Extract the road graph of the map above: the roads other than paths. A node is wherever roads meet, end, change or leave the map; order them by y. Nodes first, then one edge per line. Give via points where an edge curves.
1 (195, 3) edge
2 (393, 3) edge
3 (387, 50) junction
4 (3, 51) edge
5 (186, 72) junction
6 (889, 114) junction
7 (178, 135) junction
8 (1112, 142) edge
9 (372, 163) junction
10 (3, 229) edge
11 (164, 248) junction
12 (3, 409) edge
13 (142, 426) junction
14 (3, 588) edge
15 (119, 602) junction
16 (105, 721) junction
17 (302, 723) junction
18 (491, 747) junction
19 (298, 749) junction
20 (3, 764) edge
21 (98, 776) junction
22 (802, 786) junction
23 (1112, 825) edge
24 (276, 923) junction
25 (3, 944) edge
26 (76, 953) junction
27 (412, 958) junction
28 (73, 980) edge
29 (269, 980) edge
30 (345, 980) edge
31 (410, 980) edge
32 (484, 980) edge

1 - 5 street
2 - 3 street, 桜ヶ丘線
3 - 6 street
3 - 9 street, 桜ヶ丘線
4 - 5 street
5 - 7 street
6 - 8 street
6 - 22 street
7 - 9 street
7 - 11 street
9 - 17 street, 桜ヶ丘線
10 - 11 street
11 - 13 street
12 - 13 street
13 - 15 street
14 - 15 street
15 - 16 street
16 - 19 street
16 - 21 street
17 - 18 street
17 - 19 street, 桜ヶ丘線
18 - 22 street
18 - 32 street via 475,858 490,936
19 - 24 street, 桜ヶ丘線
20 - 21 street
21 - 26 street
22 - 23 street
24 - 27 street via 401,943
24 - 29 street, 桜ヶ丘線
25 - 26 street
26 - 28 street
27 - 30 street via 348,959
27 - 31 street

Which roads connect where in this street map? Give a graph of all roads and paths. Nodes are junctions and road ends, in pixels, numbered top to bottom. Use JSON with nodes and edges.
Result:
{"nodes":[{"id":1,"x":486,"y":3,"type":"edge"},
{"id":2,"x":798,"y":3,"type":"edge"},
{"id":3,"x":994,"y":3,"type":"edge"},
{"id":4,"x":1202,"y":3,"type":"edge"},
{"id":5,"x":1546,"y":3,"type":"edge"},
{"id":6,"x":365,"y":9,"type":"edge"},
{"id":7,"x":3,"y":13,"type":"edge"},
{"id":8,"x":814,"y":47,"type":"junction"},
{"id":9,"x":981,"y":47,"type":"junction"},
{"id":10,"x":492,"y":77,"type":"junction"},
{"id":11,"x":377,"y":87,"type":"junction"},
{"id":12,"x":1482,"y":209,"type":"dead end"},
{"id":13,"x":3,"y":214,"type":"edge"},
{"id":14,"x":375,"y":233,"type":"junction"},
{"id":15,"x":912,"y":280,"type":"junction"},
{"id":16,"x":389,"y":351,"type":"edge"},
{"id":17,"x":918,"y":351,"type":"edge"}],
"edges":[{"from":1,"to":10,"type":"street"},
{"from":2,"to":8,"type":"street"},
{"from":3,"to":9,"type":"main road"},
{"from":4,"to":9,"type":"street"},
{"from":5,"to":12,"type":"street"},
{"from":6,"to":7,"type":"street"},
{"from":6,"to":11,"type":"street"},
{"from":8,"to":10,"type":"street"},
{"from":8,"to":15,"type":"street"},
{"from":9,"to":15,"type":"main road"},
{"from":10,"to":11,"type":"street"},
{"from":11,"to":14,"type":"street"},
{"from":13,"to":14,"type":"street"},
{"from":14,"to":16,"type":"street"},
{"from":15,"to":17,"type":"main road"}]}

________________________

[Exercise details]
Set all of the material down once more, unchanged.

[Output]
Extract the road graph of the map above: the roads other than paths. A node is wherever roads meet, end, change or leave the map; order them by y. Nodes first, then one edge per line. Give via points where an edge curves.
1 (195, 3) edge
2 (393, 3) edge
3 (387, 50) junction
4 (3, 51) edge
5 (186, 72) junction
6 (889, 114) junction
7 (178, 135) junction
8 (1112, 142) edge
9 (372, 163) junction
10 (3, 229) edge
11 (164, 248) junction
12 (3, 409) edge
13 (142, 426) junction
14 (3, 588) edge
15 (119, 602) junction
16 (105, 721) junction
17 (302, 723) junction
18 (491, 747) junction
19 (298, 749) junction
20 (3, 764) edge
21 (98, 776) junction
22 (802, 786) junction
23 (1112, 825) edge
24 (276, 923) junction
25 (3, 944) edge
26 (76, 953) junction
27 (412, 958) junction
28 (73, 980) edge
29 (269, 980) edge
30 (345, 980) edge
31 (410, 980) edge
32 (484, 980) edge

1 - 5 street
2 - 3 street, 桜ヶ丘線
3 - 6 street
3 - 9 street, 桜ヶ丘線
4 - 5 street
5 - 7 street
6 - 8 street
6 - 22 street
7 - 9 street
7 - 11 street
9 - 17 street, 桜ヶ丘線
10 - 11 street
11 - 13 street
12 - 13 street
13 - 15 street
14 - 15 street
15 - 16 street
16 - 19 street
16 - 21 street
17 - 18 street
17 - 19 street, 桜ヶ丘線
18 - 22 street
18 - 32 street via 475,858 490,936
19 - 24 street, 桜ヶ丘線
20 - 21 street
21 - 26 street
22 - 23 street
24 - 27 street via 401,943
24 - 29 street, 桜ヶ丘線
25 - 26 street
26 - 28 street
27 - 30 street via 348,959
27 - 31 street

Which roads connect where in this street map? Give a graph of all roads and paths. Nodes are junctions and road ends, in pixels, numbered top to bottom. Use JSON with nodes and edges.
Result:
{"nodes":[{"id":1,"x":486,"y":3,"type":"edge"},
{"id":2,"x":798,"y":3,"type":"edge"},
{"id":3,"x":994,"y":3,"type":"edge"},
{"id":4,"x":1202,"y":3,"type":"edge"},
{"id":5,"x":1546,"y":3,"type":"edge"},
{"id":6,"x":365,"y":9,"type":"edge"},
{"id":7,"x":3,"y":13,"type":"edge"},
{"id":8,"x":814,"y":47,"type":"junction"},
{"id":9,"x":981,"y":47,"type":"junction"},
{"id":10,"x":492,"y":77,"type":"junction"},
{"id":11,"x":377,"y":87,"type":"junction"},
{"id":12,"x":1482,"y":209,"type":"dead end"},
{"id":13,"x":3,"y":214,"type":"edge"},
{"id":14,"x":375,"y":233,"type":"junction"},
{"id":15,"x":912,"y":280,"type":"junction"},
{"id":16,"x":389,"y":351,"type":"edge"},
{"id":17,"x":918,"y":351,"type":"edge"}],
"edges":[{"from":1,"to":10,"type":"street"},
{"from":2,"to":8,"type":"street"},
{"from":3,"to":9,"type":"main road"},
{"from":4,"to":9,"type":"street"},
{"from":5,"to":12,"type":"street"},
{"from":6,"to":7,"type":"street"},
{"from":6,"to":11,"type":"street"},
{"from":8,"to":10,"type":"street"},
{"from":8,"to":15,"type":"street"},
{"from":9,"to":15,"type":"main road"},
{"from":10,"to":11,"type":"street"},
{"from":11,"to":14,"type":"street"},
{"from":13,"to":14,"type":"street"},
{"from":14,"to":16,"type":"street"},
{"from":15,"to":17,"type":"main road"}]}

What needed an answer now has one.